(DATASET EXCERPTS Opens)
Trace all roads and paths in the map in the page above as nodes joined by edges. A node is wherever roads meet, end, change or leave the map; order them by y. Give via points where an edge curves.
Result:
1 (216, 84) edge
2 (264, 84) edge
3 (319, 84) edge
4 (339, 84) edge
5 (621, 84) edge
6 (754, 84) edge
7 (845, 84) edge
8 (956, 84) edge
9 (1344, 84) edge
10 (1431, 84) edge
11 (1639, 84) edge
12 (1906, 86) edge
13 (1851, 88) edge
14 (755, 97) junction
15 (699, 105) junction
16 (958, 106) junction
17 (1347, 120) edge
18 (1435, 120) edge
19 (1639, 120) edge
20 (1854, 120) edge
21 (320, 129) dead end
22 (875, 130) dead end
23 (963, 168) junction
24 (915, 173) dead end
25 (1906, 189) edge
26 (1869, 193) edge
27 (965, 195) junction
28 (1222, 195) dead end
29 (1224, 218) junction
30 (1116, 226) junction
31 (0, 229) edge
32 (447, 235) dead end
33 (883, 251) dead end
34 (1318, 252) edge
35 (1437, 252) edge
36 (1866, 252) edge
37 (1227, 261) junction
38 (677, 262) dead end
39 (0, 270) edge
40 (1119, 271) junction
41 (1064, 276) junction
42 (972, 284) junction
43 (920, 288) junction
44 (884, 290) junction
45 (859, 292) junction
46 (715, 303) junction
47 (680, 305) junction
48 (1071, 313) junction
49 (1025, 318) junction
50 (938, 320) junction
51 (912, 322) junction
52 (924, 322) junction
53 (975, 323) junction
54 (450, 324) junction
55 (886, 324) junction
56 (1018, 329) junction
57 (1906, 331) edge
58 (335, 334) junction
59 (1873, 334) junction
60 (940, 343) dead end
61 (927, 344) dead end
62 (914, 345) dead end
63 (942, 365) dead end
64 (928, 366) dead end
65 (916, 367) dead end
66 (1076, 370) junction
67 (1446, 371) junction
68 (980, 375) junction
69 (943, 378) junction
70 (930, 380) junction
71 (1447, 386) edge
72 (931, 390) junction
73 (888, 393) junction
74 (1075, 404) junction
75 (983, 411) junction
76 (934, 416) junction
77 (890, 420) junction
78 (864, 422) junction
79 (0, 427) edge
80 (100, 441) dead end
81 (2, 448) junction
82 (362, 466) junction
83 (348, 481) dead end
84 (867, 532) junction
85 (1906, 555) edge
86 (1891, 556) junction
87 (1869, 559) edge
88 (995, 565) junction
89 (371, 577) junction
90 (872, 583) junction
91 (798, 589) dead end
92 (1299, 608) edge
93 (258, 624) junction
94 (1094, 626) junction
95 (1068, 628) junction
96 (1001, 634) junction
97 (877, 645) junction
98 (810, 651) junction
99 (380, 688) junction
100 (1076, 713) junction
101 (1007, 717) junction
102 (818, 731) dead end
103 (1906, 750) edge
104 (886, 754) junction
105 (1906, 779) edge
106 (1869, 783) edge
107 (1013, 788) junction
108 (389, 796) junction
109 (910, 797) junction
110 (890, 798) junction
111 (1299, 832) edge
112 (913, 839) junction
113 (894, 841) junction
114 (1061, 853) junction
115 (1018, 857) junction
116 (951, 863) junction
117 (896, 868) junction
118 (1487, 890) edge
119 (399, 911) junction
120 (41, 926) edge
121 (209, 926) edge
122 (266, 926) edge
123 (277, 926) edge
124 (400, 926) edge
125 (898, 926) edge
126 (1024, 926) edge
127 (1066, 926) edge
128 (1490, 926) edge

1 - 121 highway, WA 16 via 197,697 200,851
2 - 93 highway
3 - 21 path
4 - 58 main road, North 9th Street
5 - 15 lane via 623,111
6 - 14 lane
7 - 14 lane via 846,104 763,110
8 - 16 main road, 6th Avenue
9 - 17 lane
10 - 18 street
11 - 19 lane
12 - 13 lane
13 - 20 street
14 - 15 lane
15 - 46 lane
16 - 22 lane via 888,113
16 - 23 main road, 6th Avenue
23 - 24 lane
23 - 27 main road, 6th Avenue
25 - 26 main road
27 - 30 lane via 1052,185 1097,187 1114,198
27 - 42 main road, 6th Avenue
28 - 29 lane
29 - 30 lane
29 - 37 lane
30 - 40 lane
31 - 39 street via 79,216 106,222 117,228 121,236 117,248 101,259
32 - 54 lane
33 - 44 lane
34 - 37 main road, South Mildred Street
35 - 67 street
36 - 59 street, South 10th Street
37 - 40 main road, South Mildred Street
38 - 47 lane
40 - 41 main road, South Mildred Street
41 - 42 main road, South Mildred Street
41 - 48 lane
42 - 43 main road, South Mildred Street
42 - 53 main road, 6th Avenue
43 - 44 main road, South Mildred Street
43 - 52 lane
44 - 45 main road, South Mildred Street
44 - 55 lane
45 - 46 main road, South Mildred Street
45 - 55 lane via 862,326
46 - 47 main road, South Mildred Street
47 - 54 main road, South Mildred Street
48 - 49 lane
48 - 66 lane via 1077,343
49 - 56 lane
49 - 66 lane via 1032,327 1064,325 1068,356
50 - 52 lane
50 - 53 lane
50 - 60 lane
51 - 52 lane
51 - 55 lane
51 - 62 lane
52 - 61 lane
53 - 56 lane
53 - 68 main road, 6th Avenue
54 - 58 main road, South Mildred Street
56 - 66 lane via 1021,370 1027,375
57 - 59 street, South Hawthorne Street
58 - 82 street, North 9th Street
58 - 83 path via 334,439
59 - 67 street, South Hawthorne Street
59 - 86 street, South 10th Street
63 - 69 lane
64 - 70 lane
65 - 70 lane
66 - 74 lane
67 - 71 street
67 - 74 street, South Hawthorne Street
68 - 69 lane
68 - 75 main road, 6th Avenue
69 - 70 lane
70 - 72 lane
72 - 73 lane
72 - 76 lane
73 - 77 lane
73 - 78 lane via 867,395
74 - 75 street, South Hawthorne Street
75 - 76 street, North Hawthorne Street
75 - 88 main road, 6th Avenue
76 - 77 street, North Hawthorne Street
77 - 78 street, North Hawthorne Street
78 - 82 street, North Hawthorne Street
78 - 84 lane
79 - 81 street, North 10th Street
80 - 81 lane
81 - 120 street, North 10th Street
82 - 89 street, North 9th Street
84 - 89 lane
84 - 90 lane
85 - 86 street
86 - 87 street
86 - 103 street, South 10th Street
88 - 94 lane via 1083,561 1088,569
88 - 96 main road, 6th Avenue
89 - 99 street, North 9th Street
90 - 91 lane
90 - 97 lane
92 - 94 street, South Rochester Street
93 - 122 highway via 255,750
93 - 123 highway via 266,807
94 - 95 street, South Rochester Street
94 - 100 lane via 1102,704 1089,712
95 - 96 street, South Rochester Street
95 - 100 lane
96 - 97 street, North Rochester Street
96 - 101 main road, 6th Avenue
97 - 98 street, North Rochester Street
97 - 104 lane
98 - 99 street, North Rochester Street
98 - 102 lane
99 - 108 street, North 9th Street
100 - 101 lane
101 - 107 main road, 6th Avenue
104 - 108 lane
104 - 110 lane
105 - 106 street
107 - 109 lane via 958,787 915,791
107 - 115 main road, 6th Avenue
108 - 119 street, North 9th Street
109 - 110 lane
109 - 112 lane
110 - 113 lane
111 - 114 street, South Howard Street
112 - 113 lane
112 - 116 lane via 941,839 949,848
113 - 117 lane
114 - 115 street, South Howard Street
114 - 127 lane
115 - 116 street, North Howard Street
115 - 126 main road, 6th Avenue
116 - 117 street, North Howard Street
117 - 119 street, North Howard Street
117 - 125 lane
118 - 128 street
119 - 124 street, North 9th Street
(DATASET EXCERPTS Closes)
WHAT YOU NEED TO DO -> If a line of the records holds the word "Howard", count it; report only the total.

ANSWER SPACE -> 5